------ SUPPLIED INFORMATION ------

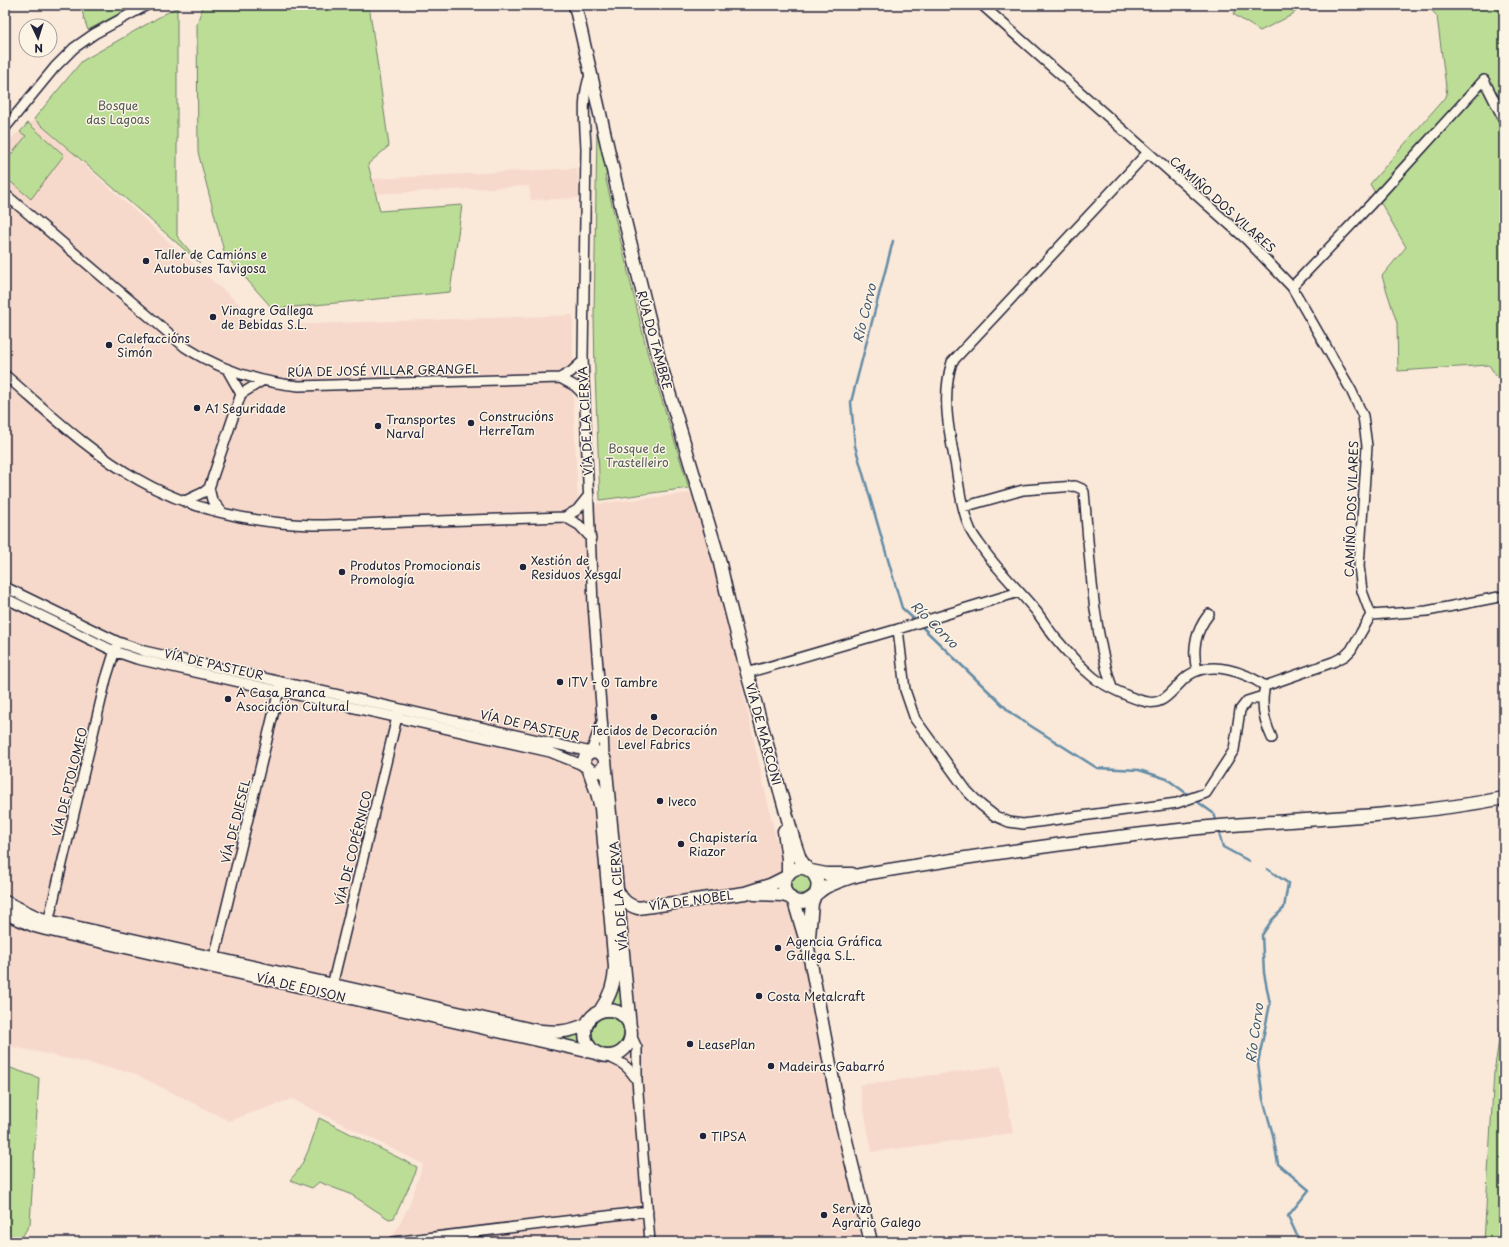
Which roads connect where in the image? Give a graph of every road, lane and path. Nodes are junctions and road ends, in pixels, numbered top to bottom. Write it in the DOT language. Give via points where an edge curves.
graph roads {
  1 [pos="147,5"];
  2 [pos="575,5"];
  3 [pos="988,7"];
  4 [pos="590,75"];
  5 [pos="584,104"];
  6 [pos="593,109"];
  7 [pos="1504,120"];
  8 [pos="5,128"];
  9 [pos="1147,153"];
  10 [pos="5,194"];
  11 [pos="1292,287"];
  12 [pos="583,361"];
  13 [pos="228,371"];
  14 [pos="5,375"];
  15 [pos="246,377"];
  16 [pos="584,377"];
  17 [pos="564,378"];
  18 [pos="262,381"];
  19 [pos="242,391"];
  20 [pos="585,396"];
  21 [pos="207,492"];
  22 [pos="589,495"];
  23 [pos="185,501"];
  24 [pos="203,507"];
  25 [pos="963,507"];
  26 [pos="222,512"];
  27 [pos="590,516"];
  28 [pos="570,517"];
  29 [pos="591,538"];
  30 [pos="5,587"];
  31 [pos="1019,592"];
  32 [pos="1504,596"];
  33 [pos="5,598"];
  34 [pos="1209,614"];
  35 [pos="1371,616"];
  36 [pos="898,629"];
  37 [pos="118,642"];
  38 [pos="114,651"];
  39 [pos="1197,671"];
  40 [pos="747,673"];
  41 [pos="281,681"];
  42 [pos="1266,686"];
  43 [pos="1112,688"];
  44 [pos="279,692"];
  45 [pos="1263,696"];
  46 [pos="399,708"];
  47 [pos="396,718"];
  48 [pos="602,719"];
  49 [pos="1272,738"];
  50 [pos="591,752"];
  51 [pos="605,760"];
  52 [pos="589,770"];
  53 [pos="780,796"];
  54 [pos="1504,798"];
  55 [pos="809,870"];
  56 [pos="861,874"];
  57 [pos="787,876"];
  58 [pos="618,892"];
  59 [pos="745,893"];
  60 [pos="816,894"];
  61 [pos="792,899"];
  62 [pos="5,902"];
  63 [pos="638,908"];
  64 [pos="5,913"];
  65 [pos="47,925"];
  66 [pos="621,926"];
  67 [pos="808,948"];
  68 [pos="213,962"];
  69 [pos="332,989"];
  70 [pos="600,1012"];
  71 [pos="587,1024"];
  72 [pos="631,1032"];
  73 [pos="603,1055"];
  74 [pos="637,1080"];
  75 [pos="648,1211"];
  76 [pos="394,1242"];
  77 [pos="650,1242"];
  78 [pos="871,1242"];
  1 -- 8 [label="street" via="74,48"];
  2 -- 4 [label="main road, RÚA DO TAMBRE"];
  3 -- 9 [label="street, CAMIÑO DOS VILARES"];
  4 -- 5 [label="street, VÍA DE LA CIERVA"];
  4 -- 6 [label="main road, RÚA DO TAMBRE"];
  5 -- 6 [label="street, VÍA DE LA CIERVA"];
  5 -- 6 [label="street" via="588,98"];
  6 -- 12 [label="street, VÍA DE LA CIERVA"];
  6 -- 40 [label="main road, RÚA DO TAMBRE" via="659,359 719,559"];
  7 -- 11 [label="street" via="1484,80"];
  9 -- 11 [label="street, CAMIÑO DOS VILARES" via="1247,240"];
  9 -- 25 [label="street" via="952,362 948,373 946,408"];
  10 -- 13 [label="street, RÚA DE JOSÉ VILLAR GRANGEL" via="172,337"];
  11 -- 35 [label="street, CAMIÑO DOS VILARES" via="1351,390 1363,416 1367,446 1359,566 1362,591"];
  12 -- 16 [label="street, VÍA DE LA CIERVA"];
  12 -- 17 [label="street"];
  13 -- 15 [label="street, RÚA DE JOSÉ VILLAR GRANGEL"];
  13 -- 19 [label="street"];
  14 -- 23 [label="street" via="106,460 139,480"];
  15 -- 18 [label="street, RÚA DE JOSÉ VILLAR GRANGEL"];
  15 -- 19 [label="street"];
  16 -- 17 [label="street, RÚA DE JOSÉ VILLAR GRANGEL"];
  16 -- 20 [label="street, VÍA DE LA CIERVA"];
  17 -- 18 [label="street, RÚA DE JOSÉ VILLAR GRANGEL" via="300,386"];
  17 -- 20 [label="street"];
  18 -- 19 [label="street"];
  19 -- 21 [label="street"];
  20 -- 22 [label="street, VÍA DE LA CIERVA"];
  21 -- 23 [label="street"];
  21 -- 24 [label="street" via="202,499"];
  21 -- 26 [label="street"];
  22 -- 27 [label="street, VÍA DE LA CIERVA"];
  22 -- 28 [label="street"];
  23 -- 24 [label="street"];
  24 -- 26 [label="street"];
  25 -- 31 [label="street" via="972,532 987,555"];
  25 -- 43 [label="street" via="1023,490 1070,486 1082,489 1098,633"];
  26 -- 28 [label="street" via="269,522 314,525"];
  27 -- 28 [label="street" via="580,514"];
  27 -- 29 [label="street, VÍA DE LA CIERVA"];
  28 -- 29 [label="street"];
  29 -- 48 [label="street, VÍA DE LA CIERVA" via="593,605"];
  30 -- 37 [label="street, VÍA DE PASTEUR"];
  31 -- 36 [label="street"];
  31 -- 43 [label="street" via="1079,663 1094,678"];
  32 -- 35 [label="street" via="1427,611"];
  33 -- 38 [label="street, VÍA DE PASTEUR"];
  34 -- 39 [label="street" via="1198,631 1194,652"];
  35 -- 42 [label="street" via="1346,656"];
  36 -- 40 [label="street"];
  36 -- 45 [label="street" via="905,690 915,719 967,791 995,816 1009,822 1023,824 1177,803 1206,793 1234,750 1240,710 1247,701"];
  37 -- 38 [label="street, VÍA DE PTOLOMEO"];
  37 -- 41 [label="street, VÍA DE PASTEUR" via="144,651"];
  38 -- 44 [label="street, VÍA DE PASTEUR" via="137,659"];
  38 -- 65 [label="street, VÍA DE PTOLOMEO"];
  39 -- 42 [label="street" via="1236,670"];
  39 -- 43 [label="street" via="1184,679 1159,702 1148,702"];
  40 -- 53 [label="main road, VÍA DE MARCONI"];
  41 -- 44 [label="street, VÍA DE DIESEL"];
  41 -- 46 [label="street, VÍA DE PASTEUR"];
  42 -- 45 [label="street"];
  44 -- 47 [label="street, VÍA DE PASTEUR"];
  44 -- 68 [label="street, VÍA DE DIESEL"];
  45 -- 49 [label="street" via="1265,720"];
  46 -- 47 [label="street, VÍA DE COPÉRNICO"];
  46 -- 50 [label="street, VÍA DE PASTEUR"];
  47 -- 52 [label="street, VÍA DE PASTEUR" via="550,752"];
  47 -- 69 [label="street, VÍA DE COPÉRNICO"];
  48 -- 50 [label="street, VÍA DE LA CIERVA"];
  48 -- 51 [label="street, VÍA DE LA CIERVA"];
  50 -- 51 [label="main road" via="600,752"];
  50 -- 52 [label="main road" via="584,762"];
  51 -- 52 [label="main road" via="604,767 599,771"];
  51 -- 58 [label="main road, VÍA DE LA CIERVA"];
  52 -- 70 [label="main road, VÍA DE LA CIERVA" via="601,808 616,968 613,986"];
  53 -- 55 [label="main road, VÍA DE MARCONI" via="796,849"];
  53 -- 57 [label="main road, VÍA DE MARCONI" via="788,859"];
  54 -- 56 [label="main road" via="1406,813 1199,828 1030,848"];
  55 -- 56 [label="main road" via="826,874"];
  55 -- 57 [label="main road" via="797,869"];
  55 -- 60 [label="main road" via="817,879"];
  56 -- 60 [label="main road" via="828,886"];
  57 -- 59 [label="main road, VÍA DE NOBEL"];
  57 -- 61 [label="main road" via="784,886"];
  58 -- 63 [label="main road, VÍA DE NOBEL" via="623,900"];
  58 -- 66 [label="main road, VÍA DE LA CIERVA"];
  59 -- 61 [label="main road, VÍA DE NOBEL"];
  59 -- 63 [label="main road, VÍA DE NOBEL"];
  60 -- 61 [label="main road" via="812,899 803,902"];
  60 -- 67 [label="main road"];
  61 -- 67 [label="main road"];
  62 -- 65 [label="main road, VÍA DE EDISON"];
  63 -- 66 [label="main road, VÍA DE NOBEL" via="629,914"];
  64 -- 65 [label="main road, VÍA DE EDISON" via="35,926"];
  65 -- 68 [label="main road, VÍA DE EDISON"];
  66 -- 72 [label="main road, VÍA DE LA CIERVA"];
  67 -- 78 [label="main road" via="839,1112"];
  68 -- 69 [label="main road, VÍA DE EDISON"];
  69 -- 71 [label="main road, VÍA DE EDISON" via="533,1030 568,1031"];
  69 -- 73 [label="main road, VÍA DE EDISON"];
  70 -- 71 [label="main road" via="594,1014"];
  70 -- 72 [label="main road" via="613,1010 619,1013 624,1017"];
  71 -- 73 [label="main road" via="585,1031 589,1045"];
  72 -- 73 [label="main road" via="627,1046 623,1050 612,1055"];
  72 -- 74 [label="street, VÍA DE LA CIERVA" via="636,1048"];
  73 -- 74 [label="street" via="630,1068"];
  74 -- 75 [label="street, VÍA DE LA CIERVA"];
  75 -- 76 [label="street"];
  75 -- 77 [label="street, VÍA DE LA CIERVA"];
}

------

WHAT TO DO: From the entries, copy every line in which the string "EDISON" can be found.

ANSWER BOX:
  62 -- 65 [label="main road, VÍA DE EDISON"];
  64 -- 65 [label="main road, VÍA DE EDISON" via="35,926"];
  65 -- 68 [label="main road, VÍA DE EDISON"];
  68 -- 69 [label="main road, VÍA DE EDISON"];
  69 -- 71 [label="main road, VÍA DE EDISON" via="533,1030 568,1031"];
  69 -- 73 [label="main road, VÍA DE EDISON"];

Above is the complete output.